- Aim of the exercise -
The word "ТРАКТ" marks the lines to report; pull each of them from the listing.

[Given data]

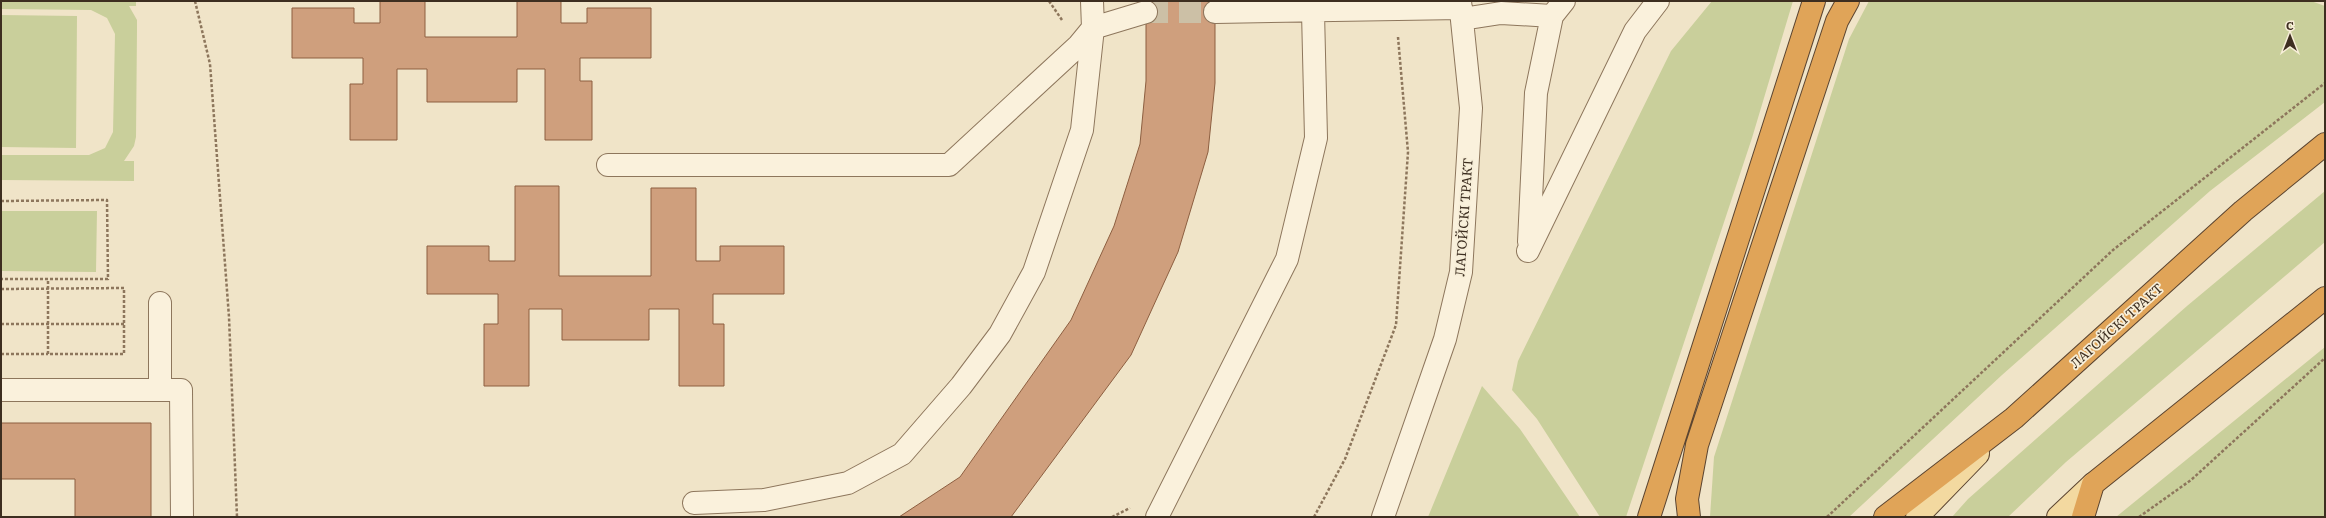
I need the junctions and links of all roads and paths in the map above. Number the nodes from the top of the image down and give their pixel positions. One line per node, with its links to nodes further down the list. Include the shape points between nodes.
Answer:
1 (194, 1): 35 (path, via 210,64 229,317)
2 (1092, 1): 12 (street)
3 (1658, 1): 6 (street, via 1635,31 1528,251 1536,93)
4 (1814, 1): 39 (highway)
5 (1848, 1): 40 (highway, via 1837,21 1697,444 1687,499)
6 (1558, 8): 8 (street, via 1501,13)
7 (1396, 9): 8 (street); 11 (street); 37 (path, via 1408,152 1396,325 1345,459)
8 (1461, 9): 38 (street, ЛАГОЙСКІ ТРАКТ, via 1470,108 1461,272 1445,339)
9 (1146, 12): 12 (street)
10 (1215, 12): 11 (street)
11 (1313, 12): 36 (street, via 1316,138 1287,259)
12 (1093, 28): 15 (street, via 1079,45 949,165); 33 (street, via 1082,130 1034,272 1000,334 961,386 902,454 848,484 764,500)
13 (2325, 83): 41 (path, via 2113,250)
14 (2325, 144): 31 (highway, ЛАГОЙСКІ ТРАКТ, via 2243,211)
15 (608, 165)
16 (1, 201): 18 (path, via 107,200 108,279)
17 (1, 279): 18 (path)
18 (48, 279): 20 (path)
19 (1, 289): 20 (path)
20 (48, 289): 24 (path); 25 (path, via 124,288)
21 (2325, 298): 32 (highway)
22 (160, 303): 30 (street)
23 (1, 324): 24 (path)
24 (48, 324): 25 (path); 27 (path)
25 (124, 324): 27 (path, via 124,354)
26 (1, 354): 27 (path)
27 (48, 354)
28 (2325, 358): 46 (path, via 2191,480)
29 (1, 390): 30 (street)
30 (160, 390): 34 (street, via 181,390)
31 (2014, 418): 42 (highway); 43 (main road, ЛАГОЙСКІ ТРАКТ)
32 (2093, 484): 44 (main road); 45 (highway)
33 (694, 503)
34 (182, 517)
35 (237, 517)
36 (1157, 517)
37 (1314, 517)
38 (1383, 517)
39 (1649, 517)
40 (1688, 517)
41 (1827, 517)
42 (1885, 517)
43 (1916, 517)
44 (2058, 517)
45 (2083, 517)
46 (2140, 517)

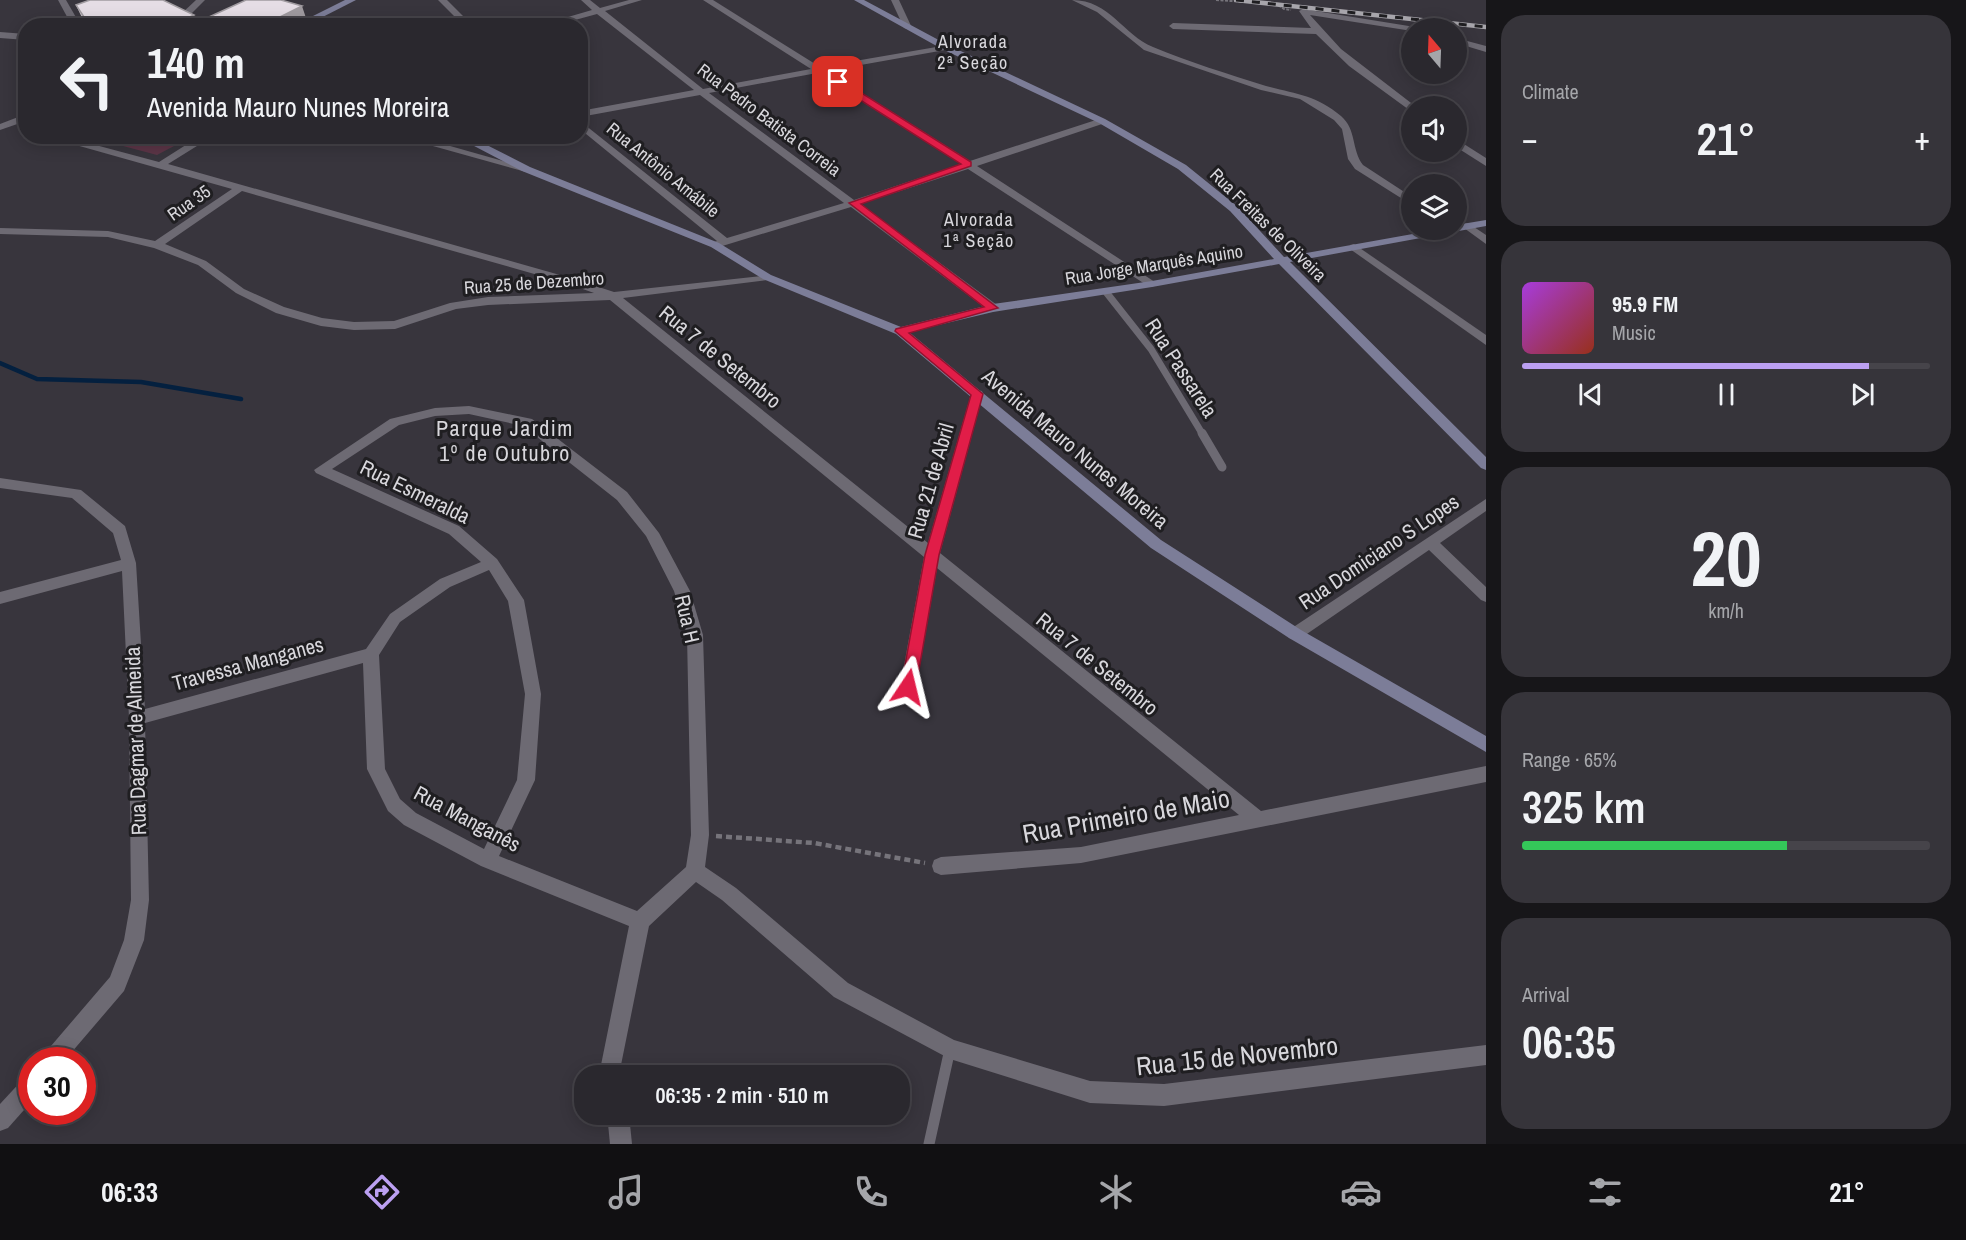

[/Given data]

- Solution -
8 (1461, 9): 38 (street, ЛАГОЙСКІ ТРАКТ, via 1470,108 1461,272 1445,339)
14 (2325, 144): 31 (highway, ЛАГОЙСКІ ТРАКТ, via 2243,211)
31 (2014, 418): 42 (highway); 43 (main road, ЛАГОЙСКІ ТРАКТ)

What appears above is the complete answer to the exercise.